[[ INPUT RECORDS, beginning ]]

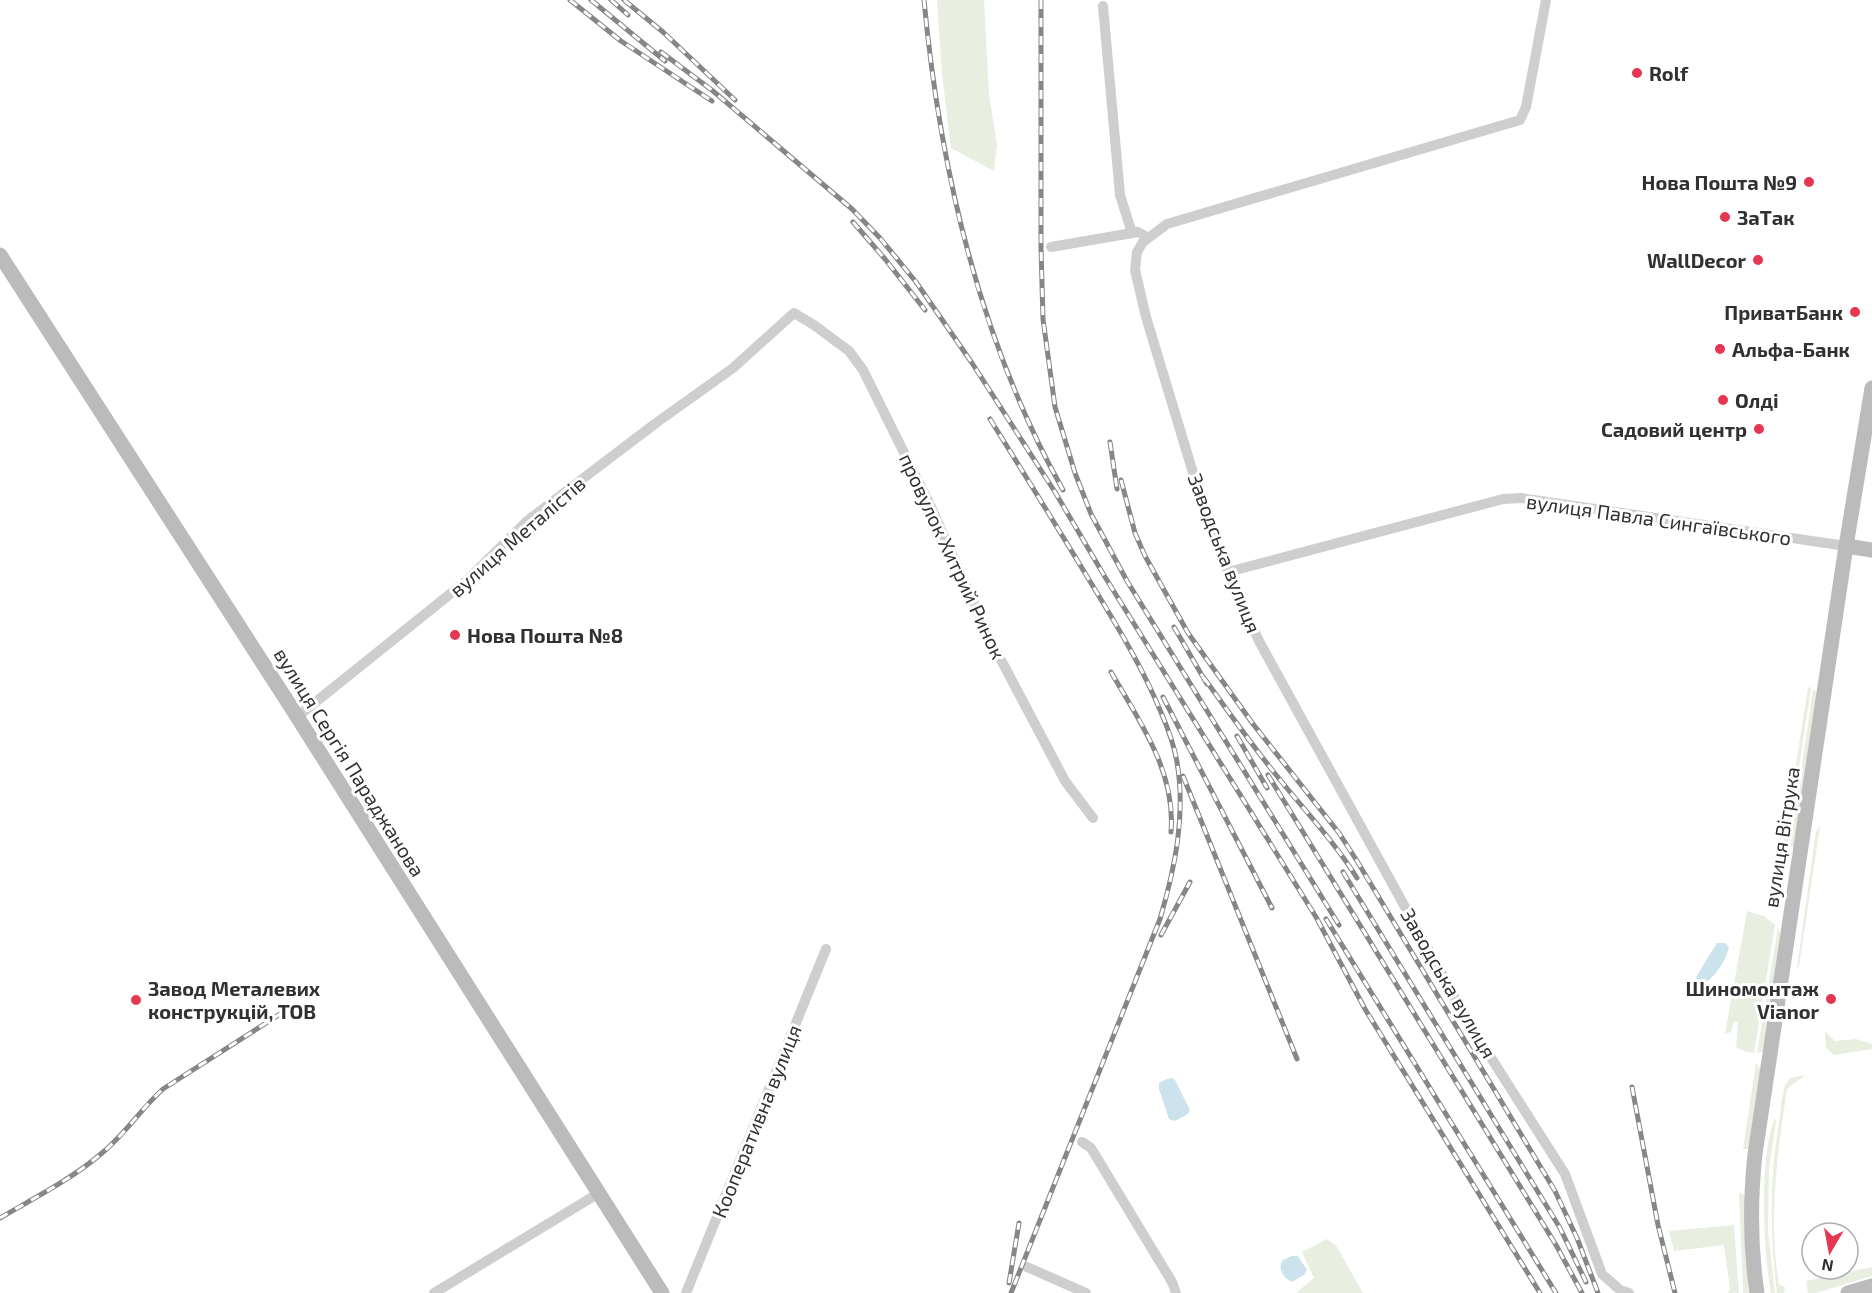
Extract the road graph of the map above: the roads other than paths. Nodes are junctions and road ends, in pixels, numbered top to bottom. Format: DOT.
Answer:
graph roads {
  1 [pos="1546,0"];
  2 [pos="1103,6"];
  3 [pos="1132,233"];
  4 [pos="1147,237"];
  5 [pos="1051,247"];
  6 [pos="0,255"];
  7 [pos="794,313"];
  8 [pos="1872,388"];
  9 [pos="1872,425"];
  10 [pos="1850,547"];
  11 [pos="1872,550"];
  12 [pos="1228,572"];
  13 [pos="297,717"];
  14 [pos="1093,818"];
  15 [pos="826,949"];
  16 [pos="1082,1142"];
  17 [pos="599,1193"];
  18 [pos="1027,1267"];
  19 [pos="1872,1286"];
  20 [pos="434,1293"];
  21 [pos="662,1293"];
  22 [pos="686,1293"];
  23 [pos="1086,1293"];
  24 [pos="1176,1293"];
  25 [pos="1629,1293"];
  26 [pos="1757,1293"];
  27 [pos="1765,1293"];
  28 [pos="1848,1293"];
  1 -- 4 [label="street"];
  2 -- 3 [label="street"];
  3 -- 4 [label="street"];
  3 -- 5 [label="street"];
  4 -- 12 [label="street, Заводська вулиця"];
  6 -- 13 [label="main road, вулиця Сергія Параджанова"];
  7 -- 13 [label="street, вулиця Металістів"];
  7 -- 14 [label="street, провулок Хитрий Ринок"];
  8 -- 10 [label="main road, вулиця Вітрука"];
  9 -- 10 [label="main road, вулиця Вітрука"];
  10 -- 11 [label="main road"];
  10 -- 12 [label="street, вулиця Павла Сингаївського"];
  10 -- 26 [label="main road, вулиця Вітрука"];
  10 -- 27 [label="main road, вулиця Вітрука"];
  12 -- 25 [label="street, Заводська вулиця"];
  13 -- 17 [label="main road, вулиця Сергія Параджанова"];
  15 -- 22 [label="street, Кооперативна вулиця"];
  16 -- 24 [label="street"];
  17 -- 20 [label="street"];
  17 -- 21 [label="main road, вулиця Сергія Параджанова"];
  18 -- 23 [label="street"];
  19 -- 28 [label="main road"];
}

[[ INPUT RECORDS, end ]]

• _PROMPT_
When you transcribe the entries above, keep every word exact and leave out the pictures.

• _FINAL ANSWER_
Extract the road graph of the map above: the roads other than paths. Nodes are junctions and road ends, in pixels, numbered top to bottom. Format: DOT.
Answer:
graph roads {
  1 [pos="1546,0"];
  2 [pos="1103,6"];
  3 [pos="1132,233"];
  4 [pos="1147,237"];
  5 [pos="1051,247"];
  6 [pos="0,255"];
  7 [pos="794,313"];
  8 [pos="1872,388"];
  9 [pos="1872,425"];
  10 [pos="1850,547"];
  11 [pos="1872,550"];
  12 [pos="1228,572"];
  13 [pos="297,717"];
  14 [pos="1093,818"];
  15 [pos="826,949"];
  16 [pos="1082,1142"];
  17 [pos="599,1193"];
  18 [pos="1027,1267"];
  19 [pos="1872,1286"];
  20 [pos="434,1293"];
  21 [pos="662,1293"];
  22 [pos="686,1293"];
  23 [pos="1086,1293"];
  24 [pos="1176,1293"];
  25 [pos="1629,1293"];
  26 [pos="1757,1293"];
  27 [pos="1765,1293"];
  28 [pos="1848,1293"];
  1 -- 4 [label="street"];
  2 -- 3 [label="street"];
  3 -- 4 [label="street"];
  3 -- 5 [label="street"];
  4 -- 12 [label="street, Заводська вулиця"];
  6 -- 13 [label="main road, вулиця Сергія Параджанова"];
  7 -- 13 [label="street, вулиця Металістів"];
  7 -- 14 [label="street, провулок Хитрий Ринок"];
  8 -- 10 [label="main road, вулиця Вітрука"];
  9 -- 10 [label="main road, вулиця Вітрука"];
  10 -- 11 [label="main road"];
  10 -- 12 [label="street, вулиця Павла Сингаївського"];
  10 -- 26 [label="main road, вулиця Вітрука"];
  10 -- 27 [label="main road, вулиця Вітрука"];
  12 -- 25 [label="street, Заводська вулиця"];
  13 -- 17 [label="main road, вулиця Сергія Параджанова"];
  15 -- 22 [label="street, Кооперативна вулиця"];
  16 -- 24 [label="street"];
  17 -- 20 [label="street"];
  17 -- 21 [label="main road, вулиця Сергія Параджанова"];
  18 -- 23 [label="street"];
  19 -- 28 [label="main road"];
}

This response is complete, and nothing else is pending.